DEV Community

Yu-Chuan Hung
Yu-Chuan Hung

Posted on

[Apache Iceberg] Iceberg Performance: The Hidden Cost of NULLS FIRST

Introduction

Apache Iceberg is a widely-used table format in Data Lakehouse architectures. It provides flexibility in how data is written, with two key optimizations: partition, which splits data into segments, and sort, which reorders data within those segments. These optimizations can significantly reduce the amount of data scanned by query engines, ultimately boosting query performance.

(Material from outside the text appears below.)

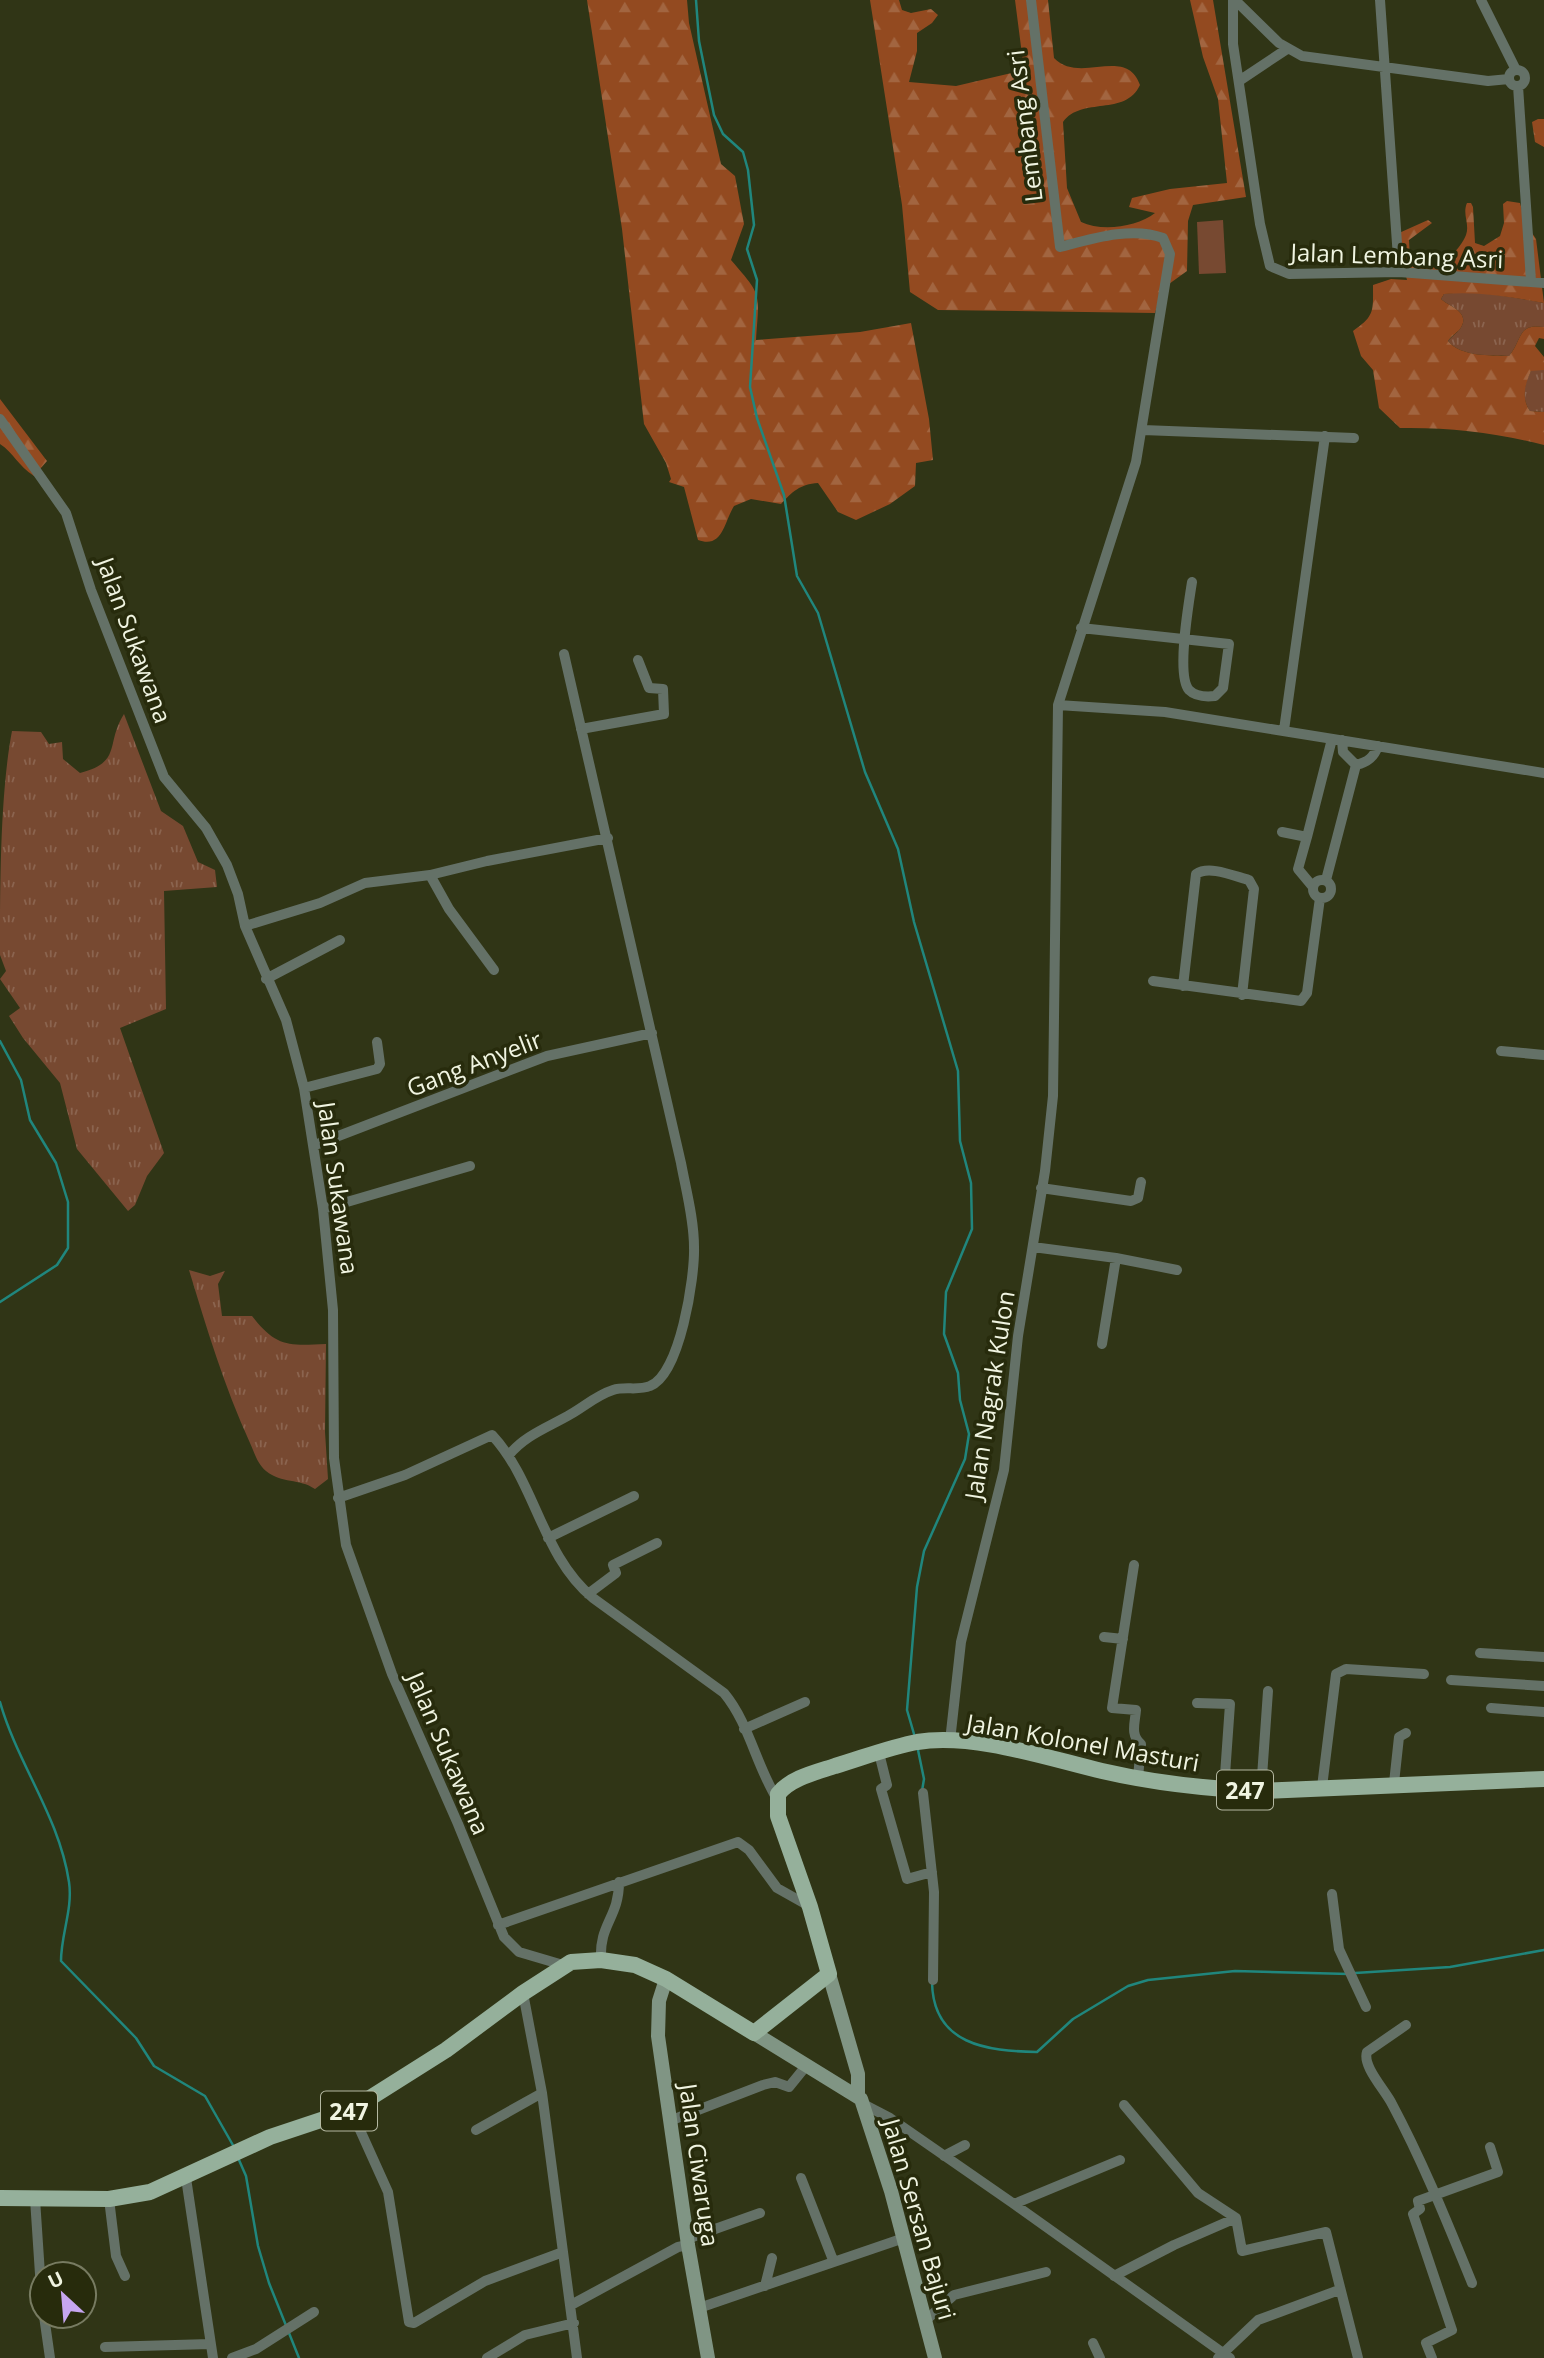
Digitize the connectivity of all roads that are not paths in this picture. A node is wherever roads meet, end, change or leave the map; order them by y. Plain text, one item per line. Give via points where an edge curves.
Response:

When querying data with high-cardinality columns (e.g., IDs or serial numbers), quickly filtering out unnecessary values is crucial. Sorting becomes particularly valuable in these scenarios. The rationale is simple: if data is written in order, query engines can rapidly locate the needed data rather than performing a full table scan and discarding irrelevant rows.

When configuring Iceberg table sort properties, engineers can specify whether sorting follows ascending or descending order—with ascending as the default. While reading about this configuration, a question came to mind: Is there any performance difference between these two ordering approaches? If so, which one performs better, and why? To answer these questions, I designed an experiment to find out.

Experiment

Detailed code and performance analysis can be found in my repo: https://github.com/CuteChuanChuan/Dive-Into-Iceberg

Testing Materials

  • Generated 1,000,000 rows with 30% null values

  • Created two identically configured Iceberg tables with different null sorting orders (i.e., NULLS FIRST vs. NULLS LAST)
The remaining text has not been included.